Pakistan's Senate approved a controversial bill to help rape victims, despite vehement protests by hard-line Muslim lawmakers who claim the legislation violates Islamic law.
The bill is now set to go before President Gen. Pervez Musharraf, who is expected to sign it.
The Pakistani leader has been a strong supporter of changing contentious sections of the 1979 Hudood Ordinance, or rape law, as a way of softening the country's hard-line Islamic image and appeasing moderates and human rights groups opposed to the statutes.
Activists have long condemned the laws for punishing - instead of protecting - rape victims while providing legal safeguards for their attackers.
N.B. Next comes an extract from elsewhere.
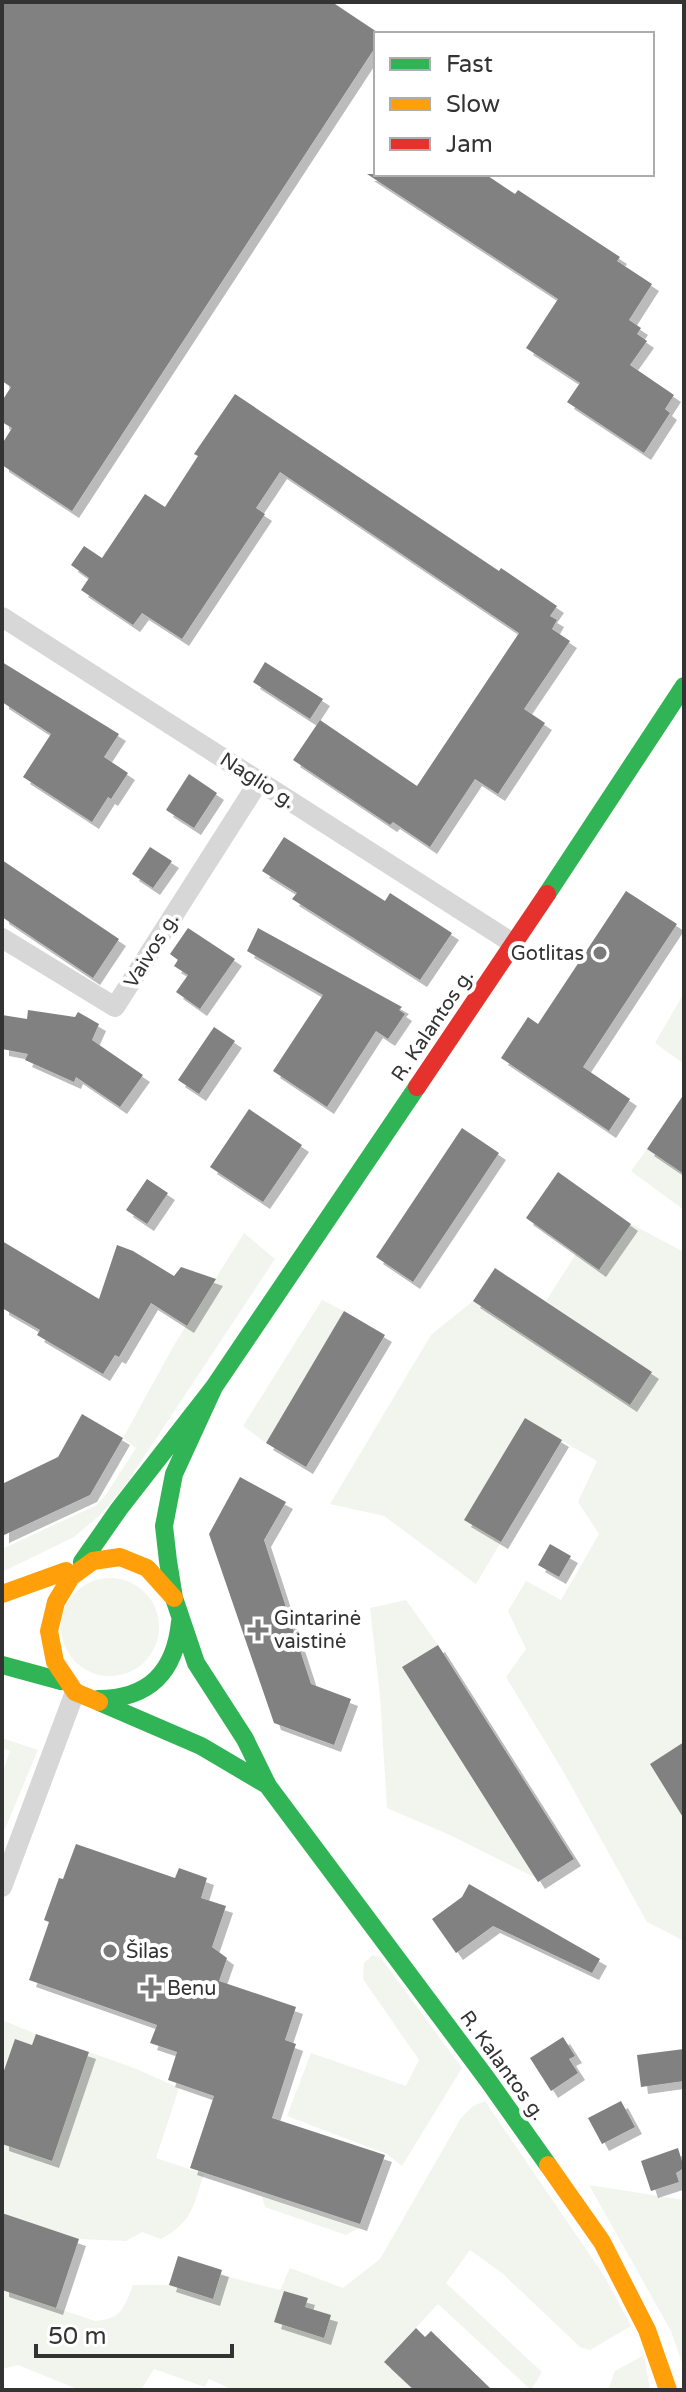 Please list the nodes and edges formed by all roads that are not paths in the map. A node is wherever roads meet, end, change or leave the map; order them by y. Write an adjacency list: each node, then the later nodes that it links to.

But conservatives and opposition supporters have rallied to keep the old laws, which were introduced by the late President Gen. Zia ul-Haq to make Pakistani laws more Islamic.
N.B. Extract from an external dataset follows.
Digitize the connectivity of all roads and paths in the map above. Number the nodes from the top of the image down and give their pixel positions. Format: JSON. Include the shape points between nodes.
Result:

The government-controlled Senate passed the amendments Thursday in an evening voice vote, Information Minister Mohammed Ali Durrani said. The legislation, dubbed the "Protection of Women Bill," came a week after it cleared the lower house of parliament.
The new law would drop the death penalty for people found to have had sex outside of marriage, and lets judges choose whether to try a rape case in a criminal court or an Islamic court. Under the Hudood Ordinance, rape victims could only raise a case in the Islamic court, which requires testimony from four witnesses to the crime.